[Activity]
Below are some entries. Repeat exactly the lines from the one with "middle dip: (1118, 630)" through the one with "pinky tip: (1128, 536)", and only those.
═══
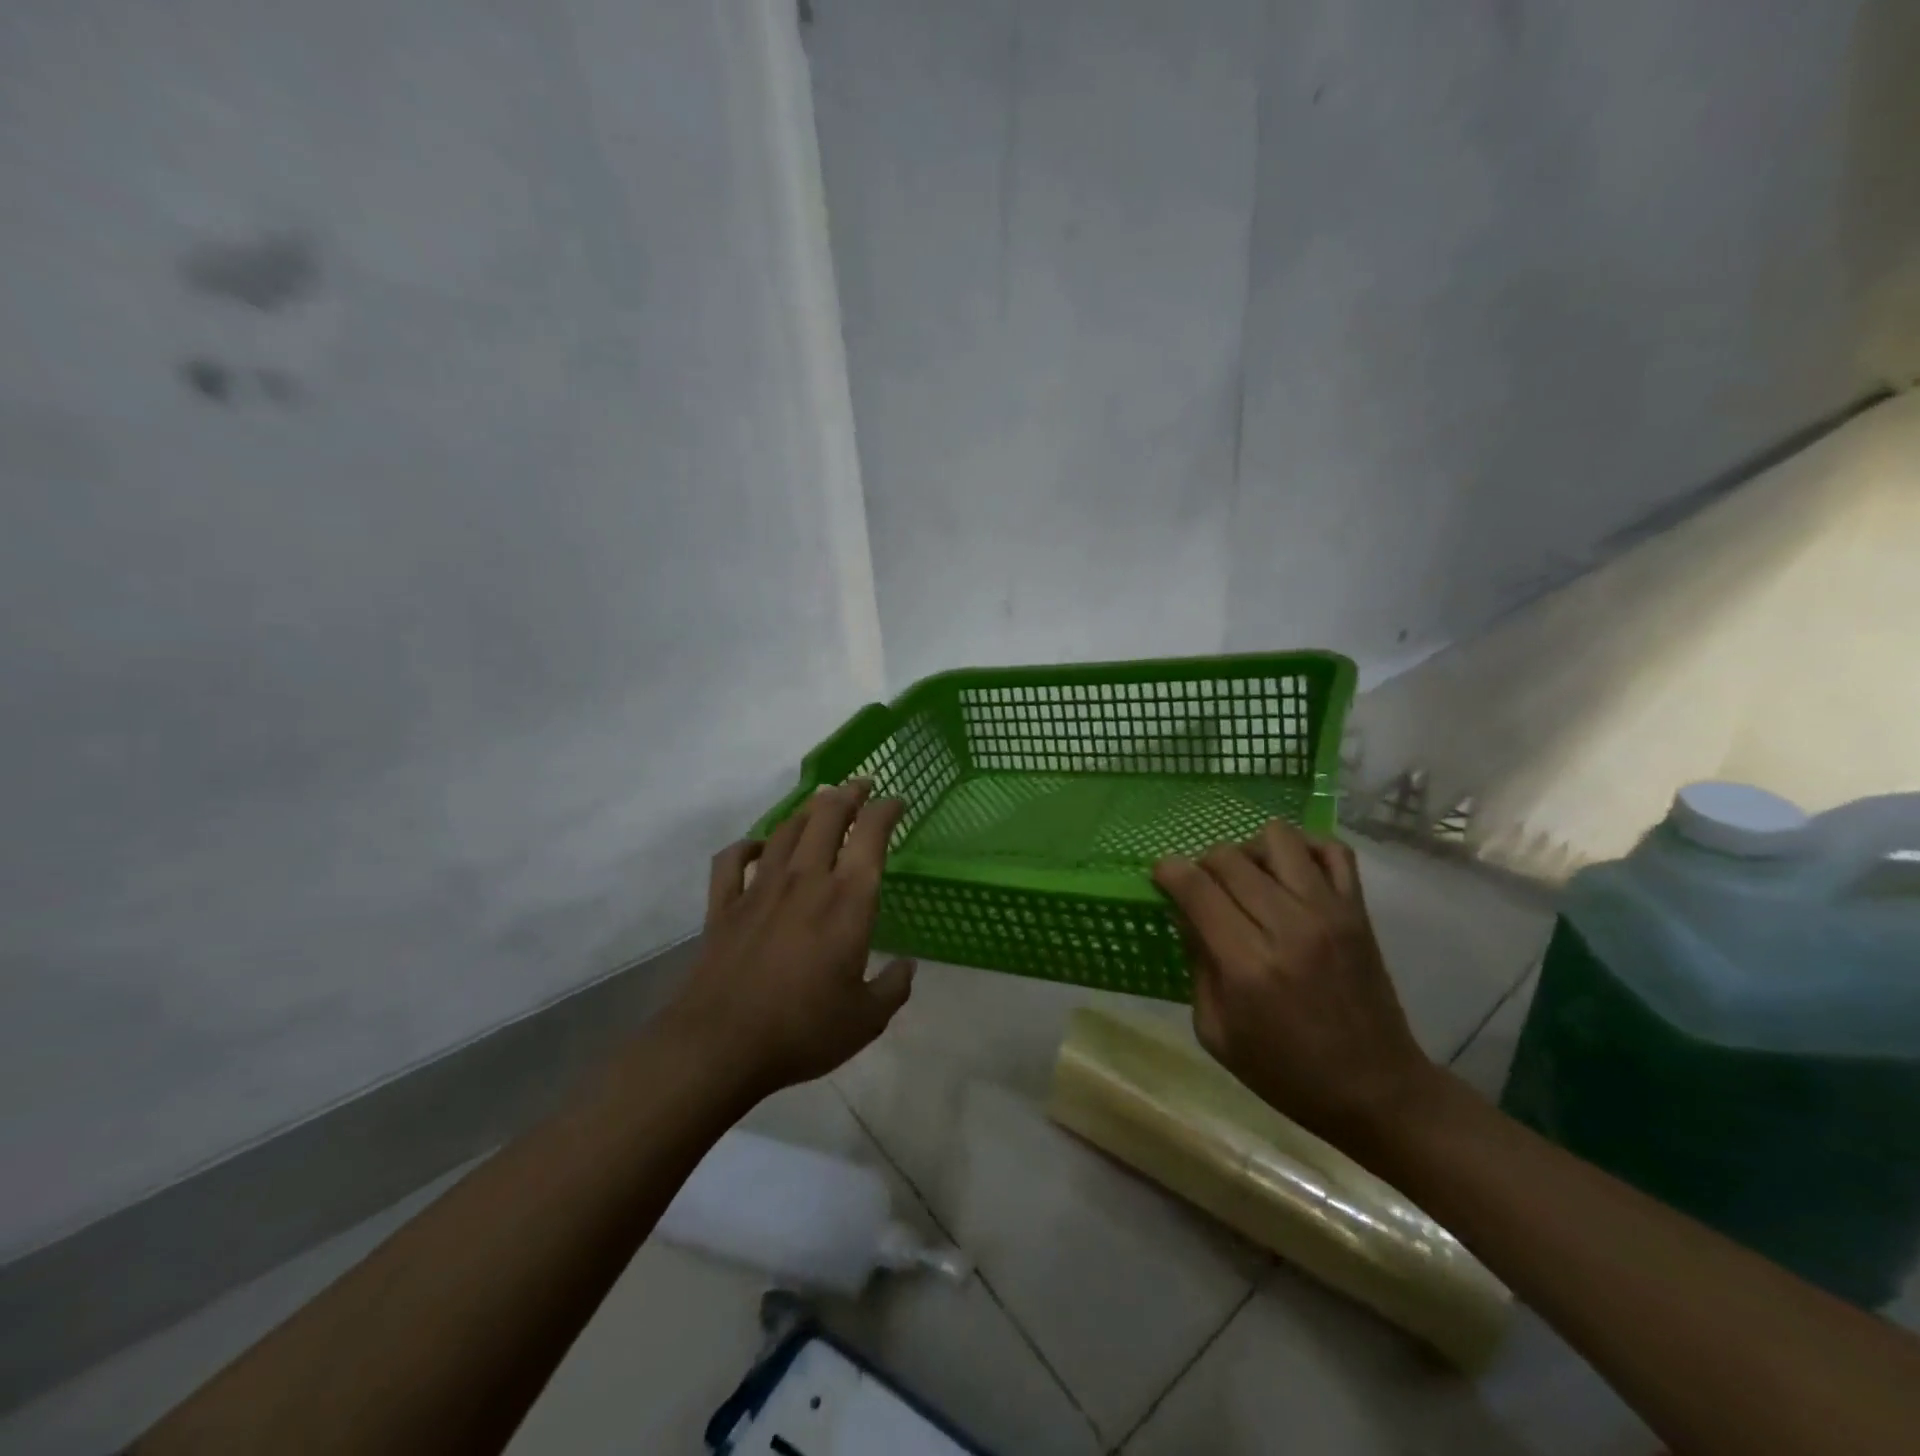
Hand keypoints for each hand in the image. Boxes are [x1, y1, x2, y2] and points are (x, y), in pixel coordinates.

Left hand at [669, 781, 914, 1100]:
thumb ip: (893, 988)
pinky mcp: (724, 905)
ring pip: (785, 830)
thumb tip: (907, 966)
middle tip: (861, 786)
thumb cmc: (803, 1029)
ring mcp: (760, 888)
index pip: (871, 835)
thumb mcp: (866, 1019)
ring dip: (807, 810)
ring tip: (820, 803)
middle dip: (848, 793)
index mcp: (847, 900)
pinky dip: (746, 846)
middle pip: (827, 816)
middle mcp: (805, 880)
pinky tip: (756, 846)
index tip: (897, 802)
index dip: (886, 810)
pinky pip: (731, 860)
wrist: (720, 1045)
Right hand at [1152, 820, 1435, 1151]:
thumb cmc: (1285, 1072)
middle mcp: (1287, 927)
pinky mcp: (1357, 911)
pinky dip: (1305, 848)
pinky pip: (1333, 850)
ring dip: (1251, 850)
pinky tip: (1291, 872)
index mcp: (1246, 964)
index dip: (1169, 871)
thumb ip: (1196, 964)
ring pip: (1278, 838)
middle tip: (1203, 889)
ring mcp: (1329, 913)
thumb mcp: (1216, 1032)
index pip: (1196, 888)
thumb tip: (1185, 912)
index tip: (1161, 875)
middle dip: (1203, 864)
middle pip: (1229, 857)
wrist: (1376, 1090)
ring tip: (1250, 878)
═══
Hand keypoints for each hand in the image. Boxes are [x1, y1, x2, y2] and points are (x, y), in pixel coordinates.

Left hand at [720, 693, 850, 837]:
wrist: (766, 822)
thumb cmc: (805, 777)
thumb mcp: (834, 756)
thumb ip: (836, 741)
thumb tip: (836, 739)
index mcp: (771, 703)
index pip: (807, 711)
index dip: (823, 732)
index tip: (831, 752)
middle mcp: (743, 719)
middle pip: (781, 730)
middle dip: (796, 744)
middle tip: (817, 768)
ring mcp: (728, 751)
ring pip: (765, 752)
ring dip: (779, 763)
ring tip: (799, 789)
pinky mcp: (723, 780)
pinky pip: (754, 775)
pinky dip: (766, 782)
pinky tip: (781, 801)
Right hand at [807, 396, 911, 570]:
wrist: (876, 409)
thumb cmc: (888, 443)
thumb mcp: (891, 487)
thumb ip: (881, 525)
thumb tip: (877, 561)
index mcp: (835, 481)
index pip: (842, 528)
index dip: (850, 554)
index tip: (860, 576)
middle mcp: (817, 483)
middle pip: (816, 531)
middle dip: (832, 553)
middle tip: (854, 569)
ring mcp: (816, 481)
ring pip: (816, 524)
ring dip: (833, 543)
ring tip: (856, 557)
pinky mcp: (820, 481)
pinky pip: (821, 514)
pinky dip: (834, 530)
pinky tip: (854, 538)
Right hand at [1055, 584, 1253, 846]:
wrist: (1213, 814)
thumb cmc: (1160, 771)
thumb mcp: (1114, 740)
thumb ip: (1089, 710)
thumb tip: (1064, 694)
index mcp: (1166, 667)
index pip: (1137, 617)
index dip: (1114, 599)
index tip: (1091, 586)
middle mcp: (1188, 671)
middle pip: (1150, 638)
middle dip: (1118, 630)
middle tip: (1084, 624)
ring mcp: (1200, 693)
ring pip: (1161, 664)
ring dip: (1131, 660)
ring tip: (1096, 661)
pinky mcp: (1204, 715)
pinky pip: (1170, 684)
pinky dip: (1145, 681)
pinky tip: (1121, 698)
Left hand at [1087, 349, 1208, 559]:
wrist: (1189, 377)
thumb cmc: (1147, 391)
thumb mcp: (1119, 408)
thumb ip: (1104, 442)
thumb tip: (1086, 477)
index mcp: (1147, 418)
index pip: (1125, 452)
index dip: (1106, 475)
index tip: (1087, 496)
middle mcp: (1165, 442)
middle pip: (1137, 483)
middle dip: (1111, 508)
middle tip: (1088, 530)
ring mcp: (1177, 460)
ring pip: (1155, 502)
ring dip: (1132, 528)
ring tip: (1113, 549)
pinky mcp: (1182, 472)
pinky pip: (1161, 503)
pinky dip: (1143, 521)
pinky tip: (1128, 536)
═══
[Answer box]
middle dip: (1118, 630)
middle tip: (1084, 624)
ring mcp: (1200, 693)
ring pip: (1161, 664)
ring dip: (1131, 660)
ring tip: (1096, 661)
pinky mcp: (1204, 715)
pinky pip: (1170, 684)
pinky dip: (1145, 681)
pinky tip: (1121, 698)
Left hand at [1087, 349, 1208, 559]:
wrist: (1189, 377)
thumb cmc: (1147, 391)
thumb mcp: (1119, 408)
thumb ip: (1104, 442)
thumb tip: (1086, 477)
index mcp: (1147, 418)
index pip: (1125, 452)
index dip: (1106, 475)
index tip: (1087, 496)
middle mcp: (1165, 442)
middle pip: (1137, 483)
middle dip: (1111, 508)
middle tip: (1088, 530)
ring mcp: (1177, 460)
ring pip: (1155, 502)
ring dip: (1132, 528)
ring tip: (1113, 549)
pinky mcp: (1182, 472)
pinky pip: (1161, 503)
pinky dip: (1143, 521)
pinky tip: (1128, 536)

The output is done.